BEGIN Provided information

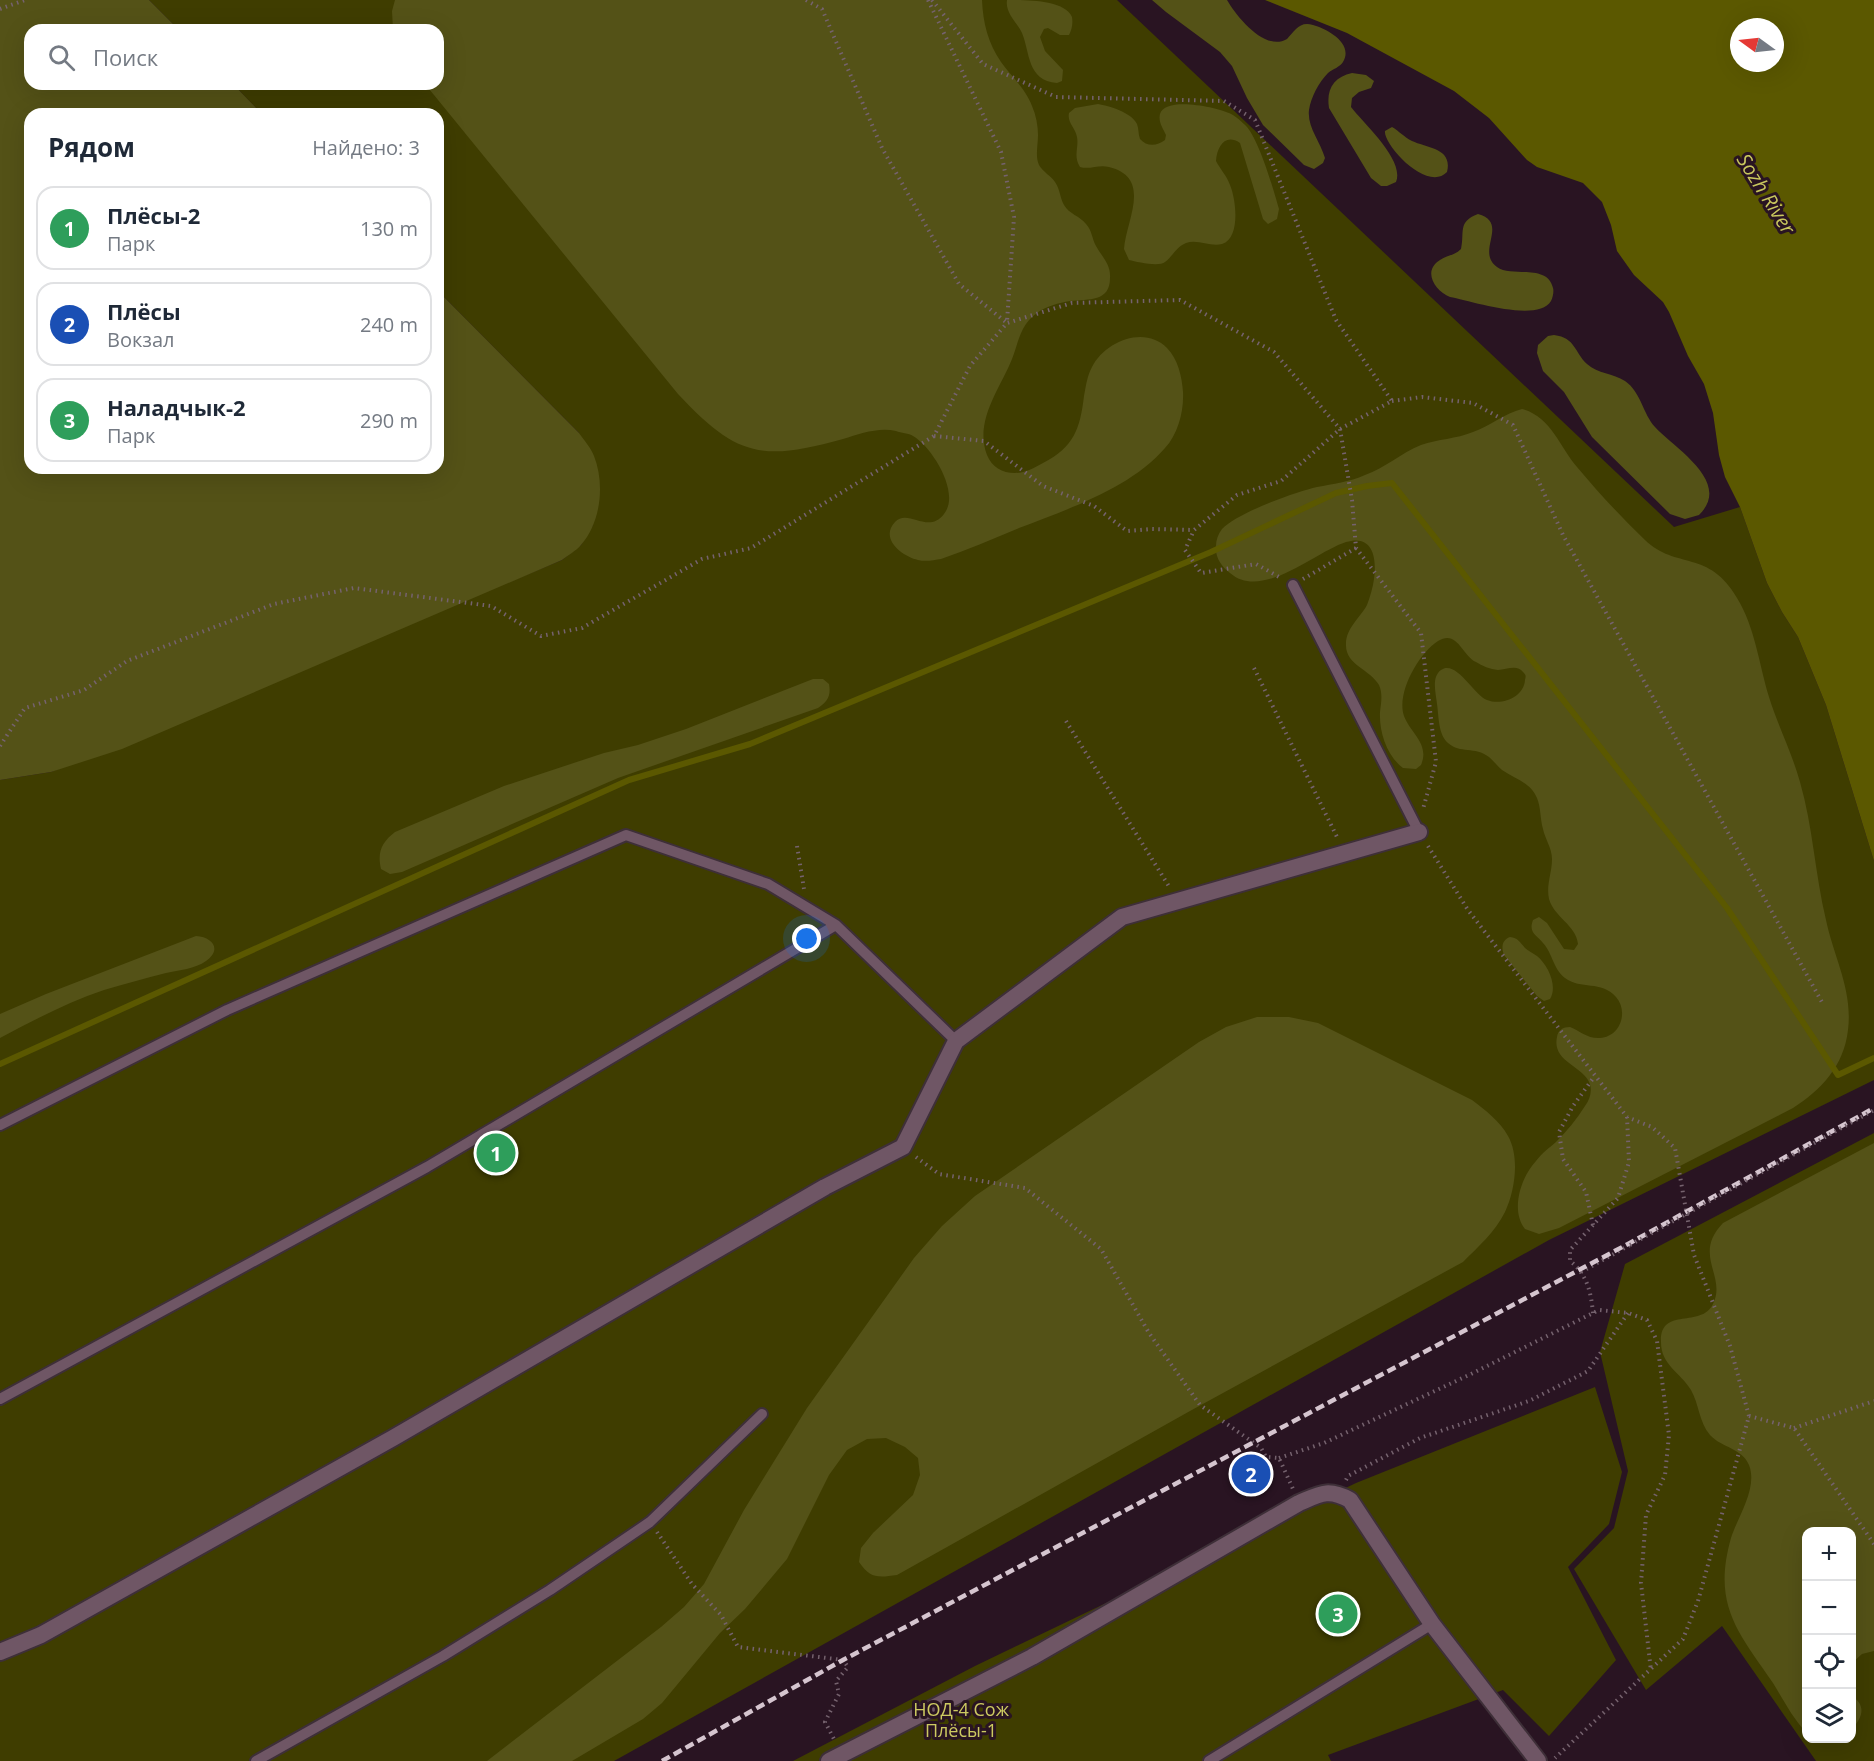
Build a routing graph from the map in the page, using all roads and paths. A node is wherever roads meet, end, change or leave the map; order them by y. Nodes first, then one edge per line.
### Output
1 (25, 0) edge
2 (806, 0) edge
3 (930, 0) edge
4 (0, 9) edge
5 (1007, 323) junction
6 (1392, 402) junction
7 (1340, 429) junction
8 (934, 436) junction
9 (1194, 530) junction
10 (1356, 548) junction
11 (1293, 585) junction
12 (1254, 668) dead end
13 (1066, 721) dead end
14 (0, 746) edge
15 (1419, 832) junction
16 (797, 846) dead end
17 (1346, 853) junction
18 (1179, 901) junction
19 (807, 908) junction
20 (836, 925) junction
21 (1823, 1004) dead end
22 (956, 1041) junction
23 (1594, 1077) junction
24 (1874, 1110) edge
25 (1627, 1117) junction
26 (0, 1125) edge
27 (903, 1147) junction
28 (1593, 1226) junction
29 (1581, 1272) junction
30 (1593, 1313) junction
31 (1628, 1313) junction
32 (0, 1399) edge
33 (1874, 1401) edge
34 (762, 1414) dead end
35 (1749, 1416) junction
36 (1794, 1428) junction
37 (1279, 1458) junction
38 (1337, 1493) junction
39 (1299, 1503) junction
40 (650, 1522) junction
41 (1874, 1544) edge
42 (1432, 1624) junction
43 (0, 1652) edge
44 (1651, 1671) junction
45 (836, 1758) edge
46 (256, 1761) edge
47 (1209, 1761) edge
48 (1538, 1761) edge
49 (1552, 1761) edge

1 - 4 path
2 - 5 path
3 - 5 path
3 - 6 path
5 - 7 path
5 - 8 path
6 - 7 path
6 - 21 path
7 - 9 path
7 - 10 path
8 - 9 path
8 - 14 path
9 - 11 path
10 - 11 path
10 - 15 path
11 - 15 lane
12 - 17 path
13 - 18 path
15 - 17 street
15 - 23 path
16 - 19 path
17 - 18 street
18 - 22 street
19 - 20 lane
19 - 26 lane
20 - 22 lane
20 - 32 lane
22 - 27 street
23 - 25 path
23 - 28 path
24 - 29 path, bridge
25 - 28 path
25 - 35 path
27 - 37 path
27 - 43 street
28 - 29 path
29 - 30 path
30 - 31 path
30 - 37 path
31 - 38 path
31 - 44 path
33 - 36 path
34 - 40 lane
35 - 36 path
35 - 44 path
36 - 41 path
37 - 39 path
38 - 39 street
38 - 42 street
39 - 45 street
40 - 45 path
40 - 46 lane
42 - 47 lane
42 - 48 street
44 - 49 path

END Provided information

**Brief**
Transcribe all the material exactly; skip every image.

**Output for this exercise**
Build a routing graph from the map in the page, using all roads and paths. A node is wherever roads meet, end, change or leave the map; order them by y. Nodes first, then one edge per line.
### Output
1 (25, 0) edge
2 (806, 0) edge
3 (930, 0) edge
4 (0, 9) edge
5 (1007, 323) junction
6 (1392, 402) junction
7 (1340, 429) junction
8 (934, 436) junction
9 (1194, 530) junction
10 (1356, 548) junction
11 (1293, 585) junction
12 (1254, 668) dead end
13 (1066, 721) dead end
14 (0, 746) edge
15 (1419, 832) junction
16 (797, 846) dead end
17 (1346, 853) junction
18 (1179, 901) junction
19 (807, 908) junction
20 (836, 925) junction
21 (1823, 1004) dead end
22 (956, 1041) junction
23 (1594, 1077) junction
24 (1874, 1110) edge
25 (1627, 1117) junction
26 (0, 1125) edge
27 (903, 1147) junction
28 (1593, 1226) junction
29 (1581, 1272) junction
30 (1593, 1313) junction
31 (1628, 1313) junction
32 (0, 1399) edge
33 (1874, 1401) edge
34 (762, 1414) dead end
35 (1749, 1416) junction
36 (1794, 1428) junction
37 (1279, 1458) junction
38 (1337, 1493) junction
39 (1299, 1503) junction
40 (650, 1522) junction
41 (1874, 1544) edge
42 (1432, 1624) junction
43 (0, 1652) edge
44 (1651, 1671) junction
45 (836, 1758) edge
46 (256, 1761) edge
47 (1209, 1761) edge
48 (1538, 1761) edge
49 (1552, 1761) edge

1 - 4 path
2 - 5 path
3 - 5 path
3 - 6 path
5 - 7 path
5 - 8 path
6 - 7 path
6 - 21 path
7 - 9 path
7 - 10 path
8 - 9 path
8 - 14 path
9 - 11 path
10 - 11 path
10 - 15 path
11 - 15 lane
12 - 17 path
13 - 18 path
15 - 17 street
15 - 23 path
16 - 19 path
17 - 18 street
18 - 22 street
19 - 20 lane
19 - 26 lane
20 - 22 lane
20 - 32 lane
22 - 27 street
23 - 25 path
23 - 28 path
24 - 29 path, bridge
25 - 28 path
25 - 35 path
27 - 37 path
27 - 43 street
28 - 29 path
29 - 30 path
30 - 31 path
30 - 37 path
31 - 38 path
31 - 44 path
33 - 36 path
34 - 40 lane
35 - 36 path
35 - 44 path
36 - 41 path
37 - 39 path
38 - 39 street
38 - 42 street
39 - 45 street
40 - 45 path
40 - 46 lane
42 - 47 lane
42 - 48 street
44 - 49 path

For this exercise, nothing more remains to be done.